Temperature dependence of the piezoelectric response in lead zirconate titanate films

Abstract

The temperature dependence of the effective transverse piezoelectric coefficient (e31,f) in lead zirconate titanate (PZT) thin films was measured between −55 and 85 °C. e31,f was calculated by simultaneously monitoring the piezoelectric charge output and strain in the film during wafer flexure. This method was used to characterize the temperature dependence of e31,f in PZT films with 2, 4, and 6 μm thickness and 40/60, 52/48, and 60/40 Zr/Ti ratios. |e31,f| was found to increase with temperature and average increases were 46%, 32%, and 12% for films with PZT 60/40, 52/48, and 40/60 compositions, respectively. Measurement uncertainty ranged from ±3%–12%. The measured temperature dependences of e31,f were consistent with the rapid rise in intrinsic d31 as Tc is approached, suggesting that they were controlled by intrinsic contributions.
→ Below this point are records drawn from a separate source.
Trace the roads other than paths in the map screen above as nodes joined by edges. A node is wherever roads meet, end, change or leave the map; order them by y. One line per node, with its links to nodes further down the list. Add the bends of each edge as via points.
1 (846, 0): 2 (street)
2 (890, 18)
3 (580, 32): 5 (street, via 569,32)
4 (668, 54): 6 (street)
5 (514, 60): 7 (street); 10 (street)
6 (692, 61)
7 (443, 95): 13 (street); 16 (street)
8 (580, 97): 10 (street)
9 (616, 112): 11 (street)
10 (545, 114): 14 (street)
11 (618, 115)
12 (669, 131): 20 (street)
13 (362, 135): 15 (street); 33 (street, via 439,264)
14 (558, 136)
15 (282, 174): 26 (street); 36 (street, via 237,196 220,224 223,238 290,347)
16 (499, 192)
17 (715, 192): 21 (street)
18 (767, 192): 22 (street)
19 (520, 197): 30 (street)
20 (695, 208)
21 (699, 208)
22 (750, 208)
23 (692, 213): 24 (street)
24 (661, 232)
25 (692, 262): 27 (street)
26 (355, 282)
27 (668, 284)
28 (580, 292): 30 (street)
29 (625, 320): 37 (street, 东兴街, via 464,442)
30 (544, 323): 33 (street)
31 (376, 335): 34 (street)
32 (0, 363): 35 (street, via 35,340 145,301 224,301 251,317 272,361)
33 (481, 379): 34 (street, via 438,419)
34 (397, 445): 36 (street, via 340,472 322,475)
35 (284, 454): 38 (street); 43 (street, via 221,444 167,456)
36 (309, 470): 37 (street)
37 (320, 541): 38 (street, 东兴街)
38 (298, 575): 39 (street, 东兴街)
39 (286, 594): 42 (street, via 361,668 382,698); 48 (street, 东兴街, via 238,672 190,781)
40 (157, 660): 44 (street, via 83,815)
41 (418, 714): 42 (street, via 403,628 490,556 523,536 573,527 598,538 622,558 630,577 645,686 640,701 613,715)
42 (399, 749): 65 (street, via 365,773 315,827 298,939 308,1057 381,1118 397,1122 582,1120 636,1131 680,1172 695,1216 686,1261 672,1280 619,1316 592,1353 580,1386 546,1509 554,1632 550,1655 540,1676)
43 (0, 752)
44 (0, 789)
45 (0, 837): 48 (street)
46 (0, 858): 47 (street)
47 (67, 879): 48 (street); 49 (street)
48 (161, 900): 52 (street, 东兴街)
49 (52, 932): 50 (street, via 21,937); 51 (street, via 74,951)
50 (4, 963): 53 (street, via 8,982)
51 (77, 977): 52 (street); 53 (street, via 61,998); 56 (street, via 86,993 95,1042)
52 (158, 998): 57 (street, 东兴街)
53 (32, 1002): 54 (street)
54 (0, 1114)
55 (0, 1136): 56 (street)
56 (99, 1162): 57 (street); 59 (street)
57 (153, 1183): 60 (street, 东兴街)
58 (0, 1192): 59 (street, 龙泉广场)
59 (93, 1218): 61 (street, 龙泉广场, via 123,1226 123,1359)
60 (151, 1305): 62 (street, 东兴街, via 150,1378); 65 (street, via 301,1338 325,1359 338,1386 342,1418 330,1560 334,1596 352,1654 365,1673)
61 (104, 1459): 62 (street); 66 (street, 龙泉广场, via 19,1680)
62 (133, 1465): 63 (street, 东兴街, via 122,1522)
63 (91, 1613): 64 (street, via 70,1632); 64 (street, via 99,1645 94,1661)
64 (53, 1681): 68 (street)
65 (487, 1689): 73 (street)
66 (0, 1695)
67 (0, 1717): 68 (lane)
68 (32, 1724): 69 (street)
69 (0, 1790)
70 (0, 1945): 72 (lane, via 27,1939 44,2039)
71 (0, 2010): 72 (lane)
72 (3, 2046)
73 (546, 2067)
Additional contributors to the measured variation in the PZT film piezoelectric response over the measured temperature range were identified. Changes in film elastic properties could have decreased measured e31,f values by to 1%–4% in heating from −55 to 85 °C. Changes in the biaxial film stress with temperature were expected to account for 1%–3% of the measured increase in e31,f from −55 to 85 °C.